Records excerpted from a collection
BEGIN

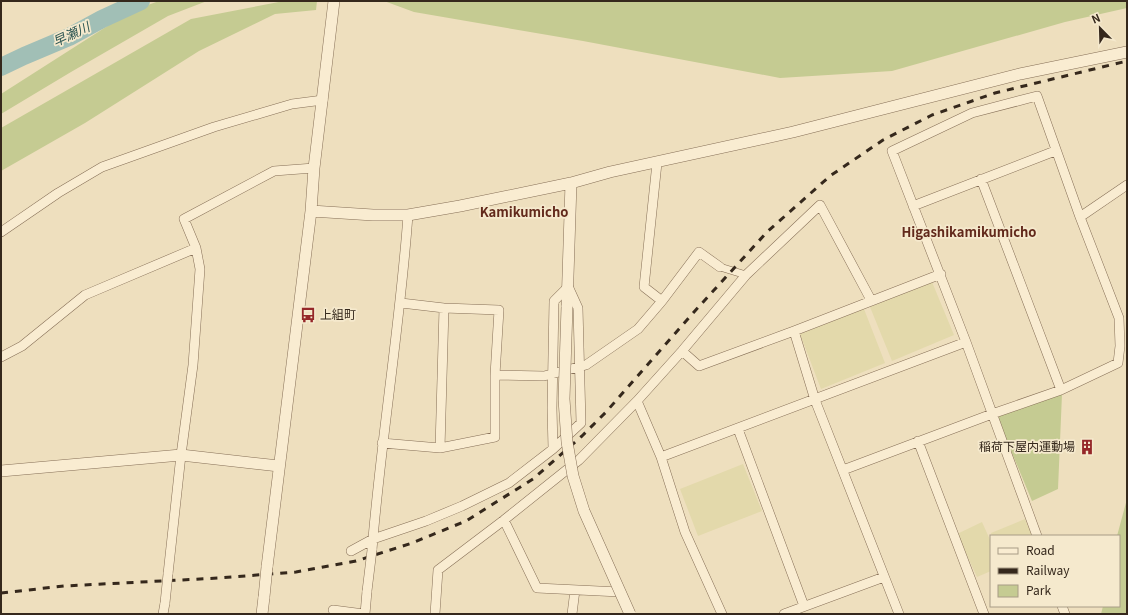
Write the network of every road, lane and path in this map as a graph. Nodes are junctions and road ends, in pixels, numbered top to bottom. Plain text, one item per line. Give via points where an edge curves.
1 (334, 1) edge
2 (1127, 52) edge
3 (323, 100) junction
4 (1056, 151) junction
5 (657, 163) junction
6 (314, 168) junction
7 (981, 179) junction
8 (571, 183) junction
9 (1127, 186) edge
10 (913, 206) junction
11 (311, 211) junction
12 (408, 215) junction
13 (1080, 217) junction
14 (1, 232) edge
15 (196, 248) junction
16 (720, 267) joint
17 (941, 274) junction
18 (746, 275) junction
19 (568, 286) junction
20 (871, 300) junction
21 (662, 301) junction
22 (401, 303) junction
23 (444, 308) junction
24 (1123, 315) edge
25 (794, 331) junction
26 (966, 342) junction
27 (682, 351) junction
28 (1, 357) edge
29 (580, 366) junction
30 (553, 374) junction
31 (495, 375) junction
32 (1061, 390) junction
33 (637, 400) junction
34 (815, 400) junction
35 (992, 414) junction
36 (738, 429) junction
37 (918, 441) junction
38 (382, 443) junction
39 (440, 448) junction
40 (553, 449) junction
41 (181, 455) junction
42 (661, 457) junction
43 (279, 466) junction
44 (843, 470) junction
45 (1, 471) edge
46 (504, 520) junction
47 (1036, 535) edge
48 (373, 539) junction
49 (351, 551) dead end
50 (884, 577) junction
51 (575, 590) junction
52 (620, 592) junction
53 (804, 606) junction
54 (333, 610) dead end
55 (163, 614) edge
56 (262, 614) edge
57 (365, 614) edge
58 (435, 614) edge
59 (572, 614) edge
60 (630, 614) edge
61 (722, 614) edge
62 (784, 614) edge
63 (898, 614) edge
64 (984, 614) edge

1 - 3 street
2 - 5 street via 1020,74 793,132
3 - 6 street
3 - 14 street via 292,104 214,127 102,167
4 - 7 street
4 - 10 street via 1037,96 972,113 892,151
4 - 13 street
5 - 8 street
5 - 21 street via 644,287
6 - 11 street
6 - 15 street via 274,171 184,219
7 - 10 street
7 - 32 street
8 - 12 street
8 - 19 street
9 - 13 street
10 - 17 street
11 - 12 street
11 - 43 street
12 - 22 street
13 - 24 street
15 - 28 street via 86,295 22,346
15 - 41 street via 200,270 193,365
16 - 18 street
16 - 21 street via 700,252
17 - 20 street
17 - 26 street
18 - 20 street via 820,205
18 - 27 street
19 - 29 street via 578,308
19 - 30 street via 554,301
19 - 52 street, bridge via 564,399 567,442 584,511
20 - 25 street
21 - 29 street via 638,329 586,365
22 - 23 street
22 - 38 street
23 - 31 street via 499,310
23 - 39 street
24 - 32 street via 1118,362
25 - 27 street via 699,366
25 - 34 street
26 - 34 street
26 - 35 street
27 - 33 street
29 - 30 street
29 - 40 street via 581,423
30 - 31 street
30 - 40 street
31 - 39 street via 495,437
32 - 35 street
33 - 42 street
33 - 46 street via 579,460
34 - 36 street
34 - 44 street
35 - 37 street
35 - 47 street
36 - 42 street
36 - 53 street
37 - 44 street
37 - 64 street
38 - 39 street
38 - 48 street
40 - 48 street via 509,483 426,521
41 - 43 street
41 - 45 street
41 - 55 street, bridge
42 - 61 street via 685,532
43 - 56 street, bridge
44 - 50 street
46 - 51 street via 537,588
46 - 58 street via 438,570
48 - 49 street
48 - 57 street, bridge
50 - 53 street
50 - 63 street
51 - 52 street
51 - 59 street
52 - 60 street, bridge
53 - 62 street
54 - 57 street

END

**PROBLEM TO WORK ON:**
Count every line of the data above that includes the word "dead", then state the total and nothing more.

**EXERCISE RESULT:**
2